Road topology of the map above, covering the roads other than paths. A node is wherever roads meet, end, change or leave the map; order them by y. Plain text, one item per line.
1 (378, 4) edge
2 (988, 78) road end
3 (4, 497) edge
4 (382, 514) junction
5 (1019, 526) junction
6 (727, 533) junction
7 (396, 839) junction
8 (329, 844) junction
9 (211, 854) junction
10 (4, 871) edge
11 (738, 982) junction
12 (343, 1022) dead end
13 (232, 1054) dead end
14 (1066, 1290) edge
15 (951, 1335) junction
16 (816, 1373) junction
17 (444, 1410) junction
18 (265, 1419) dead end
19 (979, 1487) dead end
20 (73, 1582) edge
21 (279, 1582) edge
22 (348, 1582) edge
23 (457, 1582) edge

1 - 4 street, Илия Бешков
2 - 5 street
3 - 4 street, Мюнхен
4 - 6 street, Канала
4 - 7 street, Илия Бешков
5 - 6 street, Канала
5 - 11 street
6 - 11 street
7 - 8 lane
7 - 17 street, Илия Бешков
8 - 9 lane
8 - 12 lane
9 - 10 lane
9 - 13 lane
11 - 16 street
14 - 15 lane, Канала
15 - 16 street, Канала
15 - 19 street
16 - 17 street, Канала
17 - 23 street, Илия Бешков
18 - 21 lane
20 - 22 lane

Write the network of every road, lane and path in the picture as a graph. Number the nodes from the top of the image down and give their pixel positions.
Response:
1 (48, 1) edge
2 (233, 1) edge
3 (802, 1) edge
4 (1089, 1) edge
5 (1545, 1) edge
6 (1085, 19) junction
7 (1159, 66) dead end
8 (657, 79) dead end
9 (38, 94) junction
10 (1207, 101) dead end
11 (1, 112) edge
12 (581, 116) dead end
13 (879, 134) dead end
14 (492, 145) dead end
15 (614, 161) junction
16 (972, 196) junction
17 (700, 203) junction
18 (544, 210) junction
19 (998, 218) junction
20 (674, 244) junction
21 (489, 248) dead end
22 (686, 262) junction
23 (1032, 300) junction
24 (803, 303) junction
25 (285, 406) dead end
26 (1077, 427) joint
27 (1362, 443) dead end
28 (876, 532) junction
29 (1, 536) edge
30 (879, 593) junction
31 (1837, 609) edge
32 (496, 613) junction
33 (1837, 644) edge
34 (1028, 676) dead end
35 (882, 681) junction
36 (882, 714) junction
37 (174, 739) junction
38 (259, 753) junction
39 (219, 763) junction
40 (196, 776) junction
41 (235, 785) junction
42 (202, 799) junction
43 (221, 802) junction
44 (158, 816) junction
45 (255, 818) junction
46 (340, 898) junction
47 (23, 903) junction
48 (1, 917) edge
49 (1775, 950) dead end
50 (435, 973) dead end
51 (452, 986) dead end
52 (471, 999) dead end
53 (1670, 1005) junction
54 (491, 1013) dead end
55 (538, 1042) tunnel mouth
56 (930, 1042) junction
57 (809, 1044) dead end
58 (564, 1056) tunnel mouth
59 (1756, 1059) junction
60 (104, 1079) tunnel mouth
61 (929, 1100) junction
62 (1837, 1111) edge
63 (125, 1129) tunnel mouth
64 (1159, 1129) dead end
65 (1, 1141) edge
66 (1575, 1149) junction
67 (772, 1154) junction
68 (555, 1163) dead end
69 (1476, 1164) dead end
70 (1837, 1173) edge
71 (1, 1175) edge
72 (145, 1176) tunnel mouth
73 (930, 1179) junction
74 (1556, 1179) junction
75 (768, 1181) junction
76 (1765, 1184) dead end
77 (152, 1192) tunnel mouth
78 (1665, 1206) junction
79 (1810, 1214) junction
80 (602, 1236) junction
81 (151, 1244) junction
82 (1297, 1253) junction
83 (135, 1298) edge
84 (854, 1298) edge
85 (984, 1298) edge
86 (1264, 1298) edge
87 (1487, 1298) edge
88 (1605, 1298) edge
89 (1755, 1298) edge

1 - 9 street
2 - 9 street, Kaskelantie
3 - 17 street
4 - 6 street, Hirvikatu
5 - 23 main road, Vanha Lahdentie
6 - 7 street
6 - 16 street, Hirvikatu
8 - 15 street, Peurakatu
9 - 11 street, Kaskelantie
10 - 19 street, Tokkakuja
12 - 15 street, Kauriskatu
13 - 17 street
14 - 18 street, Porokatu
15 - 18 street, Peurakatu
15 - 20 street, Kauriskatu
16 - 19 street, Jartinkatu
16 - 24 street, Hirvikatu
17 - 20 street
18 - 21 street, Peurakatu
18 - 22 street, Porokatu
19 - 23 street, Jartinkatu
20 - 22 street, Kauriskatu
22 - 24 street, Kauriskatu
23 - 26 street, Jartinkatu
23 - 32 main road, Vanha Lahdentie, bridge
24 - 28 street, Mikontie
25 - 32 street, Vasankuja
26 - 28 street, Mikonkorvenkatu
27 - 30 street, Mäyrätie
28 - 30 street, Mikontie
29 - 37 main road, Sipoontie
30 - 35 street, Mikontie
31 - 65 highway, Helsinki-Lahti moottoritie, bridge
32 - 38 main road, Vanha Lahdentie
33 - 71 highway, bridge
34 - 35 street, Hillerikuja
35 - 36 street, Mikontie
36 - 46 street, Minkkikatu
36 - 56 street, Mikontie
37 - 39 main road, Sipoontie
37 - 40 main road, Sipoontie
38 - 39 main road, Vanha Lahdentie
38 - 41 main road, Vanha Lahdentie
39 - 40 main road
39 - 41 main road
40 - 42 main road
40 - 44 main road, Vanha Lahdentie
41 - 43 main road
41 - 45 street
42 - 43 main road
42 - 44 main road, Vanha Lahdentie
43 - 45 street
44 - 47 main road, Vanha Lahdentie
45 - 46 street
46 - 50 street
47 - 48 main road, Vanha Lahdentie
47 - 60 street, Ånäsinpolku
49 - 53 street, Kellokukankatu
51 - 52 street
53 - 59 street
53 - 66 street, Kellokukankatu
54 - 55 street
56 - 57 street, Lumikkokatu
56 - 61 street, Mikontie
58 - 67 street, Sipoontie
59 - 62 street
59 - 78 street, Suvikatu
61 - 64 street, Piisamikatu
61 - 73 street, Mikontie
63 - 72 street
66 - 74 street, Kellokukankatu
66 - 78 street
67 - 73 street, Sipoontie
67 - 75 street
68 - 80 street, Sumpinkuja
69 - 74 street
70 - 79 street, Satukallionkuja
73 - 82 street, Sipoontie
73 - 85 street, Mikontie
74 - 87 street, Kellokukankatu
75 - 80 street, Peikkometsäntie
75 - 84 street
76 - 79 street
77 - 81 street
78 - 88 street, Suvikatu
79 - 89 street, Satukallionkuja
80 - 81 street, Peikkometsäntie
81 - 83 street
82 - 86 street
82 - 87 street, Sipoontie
===
DIRECTIONS FOR THIS TASK: Reproduce the data in full, exactly as presented.

TASK RESULT:
Road topology of the map above, covering the roads other than paths. A node is wherever roads meet, end, change or leave the map; order them by y. Plain text, one item per line.
1 (378, 4) edge
2 (988, 78) road end
3 (4, 497) edge
4 (382, 514) junction
5 (1019, 526) junction
6 (727, 533) junction
7 (396, 839) junction
8 (329, 844) junction
9 (211, 854) junction
10 (4, 871) edge
11 (738, 982) junction
12 (343, 1022) dead end
13 (232, 1054) dead end
14 (1066, 1290) edge
15 (951, 1335) junction
16 (816, 1373) junction
17 (444, 1410) junction
18 (265, 1419) dead end
19 (979, 1487) dead end
20 (73, 1582) edge
21 (279, 1582) edge
22 (348, 1582) edge
23 (457, 1582) edge

1 - 4 street, Илия Бешков
2 - 5 street
3 - 4 street, Мюнхен
4 - 6 street, Канала
4 - 7 street, Илия Бешков
5 - 6 street, Канала
5 - 11 street
6 - 11 street
7 - 8 lane
7 - 17 street, Илия Бешков
8 - 9 lane
8 - 12 lane
9 - 10 lane
9 - 13 lane
11 - 16 street
14 - 15 lane, Канала
15 - 16 street, Канала
15 - 19 street
16 - 17 street, Канала
17 - 23 street, Илия Бешков
18 - 21 lane
20 - 22 lane

Write the network of every road, lane and path in the picture as a graph. Number the nodes from the top of the image down and give their pixel positions.
Response:
1 (48, 1) edge
2 (233, 1) edge
3 (802, 1) edge
4 (1089, 1) edge
5 (1545, 1) edge
6 (1085, 19) junction
7 (1159, 66) dead end
8 (657, 79) dead end
9 (38, 94) junction
10 (1207, 101) dead end
11 (1, 112) edge
12 (581, 116) dead end
13 (879, 134) dead end
14 (492, 145) dead end
15 (614, 161) junction
16 (972, 196) junction
17 (700, 203) junction
18 (544, 210) junction
19 (998, 218) junction
20 (674, 244) junction
21 (489, 248) dead end
22 (686, 262) junction
23 (1032, 300) junction
24 (803, 303) junction
25 (285, 406) dead end
26 (1077, 427) joint
27 (1362, 443) dead end
28 (876, 532) junction
29 (1, 536) edge
30 (879, 593) junction
31 (1837, 609) edge
32 (496, 613) junction
33 (1837, 644) edge
34 (1028, 676) dead end
35 (882, 681) junction
36 (882, 714) junction
37 (174, 739) junction
38 (259, 753) junction
39 (219, 763) junction
40 (196, 776) junction
41 (235, 785) junction
42 (202, 799) junction
43 (221, 802) junction
44 (158, 816) junction
45 (255, 818) junction
46 (340, 898) junction
47 (23, 903) junction
48 (1, 917) edge
49 (1775, 950) dead end
50 (435, 973) dead end
51 (452, 986) dead end
52 (471, 999) dead end
53 (1670, 1005) junction
54 (491, 1013) dead end
55 (538, 1042) tunnel mouth
56 (930, 1042) junction
57 (809, 1044) dead end
58 (564, 1056) tunnel mouth
59 (1756, 1059) junction
60 (104, 1079) tunnel mouth
61 (929, 1100) junction
62 (1837, 1111) edge
63 (125, 1129) tunnel mouth
64 (1159, 1129) dead end
65 (1, 1141) edge
66 (1575, 1149) junction
67 (772, 1154) junction
68 (555, 1163) dead end
69 (1476, 1164) dead end
70 (1837, 1173) edge
71 (1, 1175) edge
72 (145, 1176) tunnel mouth
73 (930, 1179) junction
74 (1556, 1179) junction
75 (768, 1181) junction
76 (1765, 1184) dead end
77 (152, 1192) tunnel mouth
78 (1665, 1206) junction
79 (1810, 1214) junction
80 (602, 1236) junction
81 (151, 1244) junction
82 (1297, 1253) junction
83 (135, 1298) edge
84 (854, 1298) edge
85 (984, 1298) edge
86 (1264, 1298) edge
87 (1487, 1298) edge
88 (1605, 1298) edge
89 (1755, 1298) edge

1 - 9 street
2 - 9 street, Kaskelantie
3 - 17 street
4 - 6 street, Hirvikatu
5 - 23 main road, Vanha Lahdentie
6 - 7 street
6 - 16 street, Hirvikatu
8 - 15 street, Peurakatu
9 - 11 street, Kaskelantie
10 - 19 street, Tokkakuja
12 - 15 street, Kauriskatu
13 - 17 street
14 - 18 street, Porokatu
15 - 18 street, Peurakatu
15 - 20 street, Kauriskatu
16 - 19 street, Jartinkatu
16 - 24 street, Hirvikatu
17 - 20 street
18 - 21 street, Peurakatu
18 - 22 street, Porokatu
19 - 23 street, Jartinkatu
20 - 22 street, Kauriskatu
22 - 24 street, Kauriskatu
23 - 26 street, Jartinkatu
23 - 32 main road, Vanha Lahdentie, bridge
24 - 28 street, Mikontie
25 - 32 street, Vasankuja
26 - 28 street, Mikonkorvenkatu
27 - 30 street, Mäyrätie
28 - 30 street, Mikontie
29 - 37 main road, Sipoontie
30 - 35 street, Mikontie
31 - 65 highway, Helsinki-Lahti moottoritie, bridge
32 - 38 main road, Vanha Lahdentie
33 - 71 highway, bridge
34 - 35 street, Hillerikuja
35 - 36 street, Mikontie
36 - 46 street, Minkkikatu
36 - 56 street, Mikontie
37 - 39 main road, Sipoontie
37 - 40 main road, Sipoontie
38 - 39 main road, Vanha Lahdentie
38 - 41 main road, Vanha Lahdentie
39 - 40 main road
39 - 41 main road
40 - 42 main road
40 - 44 main road, Vanha Lahdentie
41 - 43 main road
41 - 45 street
42 - 43 main road
42 - 44 main road, Vanha Lahdentie
43 - 45 street
44 - 47 main road, Vanha Lahdentie
45 - 46 street
46 - 50 street
47 - 48 main road, Vanha Lahdentie
47 - 60 street, Ånäsinpolku
49 - 53 street, Kellokukankatu
51 - 52 street
53 - 59 street
53 - 66 street, Kellokukankatu
54 - 55 street
56 - 57 street, Lumikkokatu
56 - 61 street, Mikontie
58 - 67 street, Sipoontie
59 - 62 street
59 - 78 street, Suvikatu
61 - 64 street, Piisamikatu
61 - 73 street, Mikontie
63 - 72 street
66 - 74 street, Kellokukankatu
66 - 78 street
67 - 73 street, Sipoontie
67 - 75 street
68 - 80 street, Sumpinkuja
69 - 74 street
70 - 79 street, Satukallionkuja
73 - 82 street, Sipoontie
73 - 85 street, Mikontie
74 - 87 street, Kellokukankatu
75 - 80 street, Peikkometsäntie
75 - 84 street
76 - 79 street
77 - 81 street
78 - 88 street, Suvikatu
79 - 89 street, Satukallionkuja
80 - 81 street, Peikkometsäntie
81 - 83 street
82 - 86 street
82 - 87 street, Sipoontie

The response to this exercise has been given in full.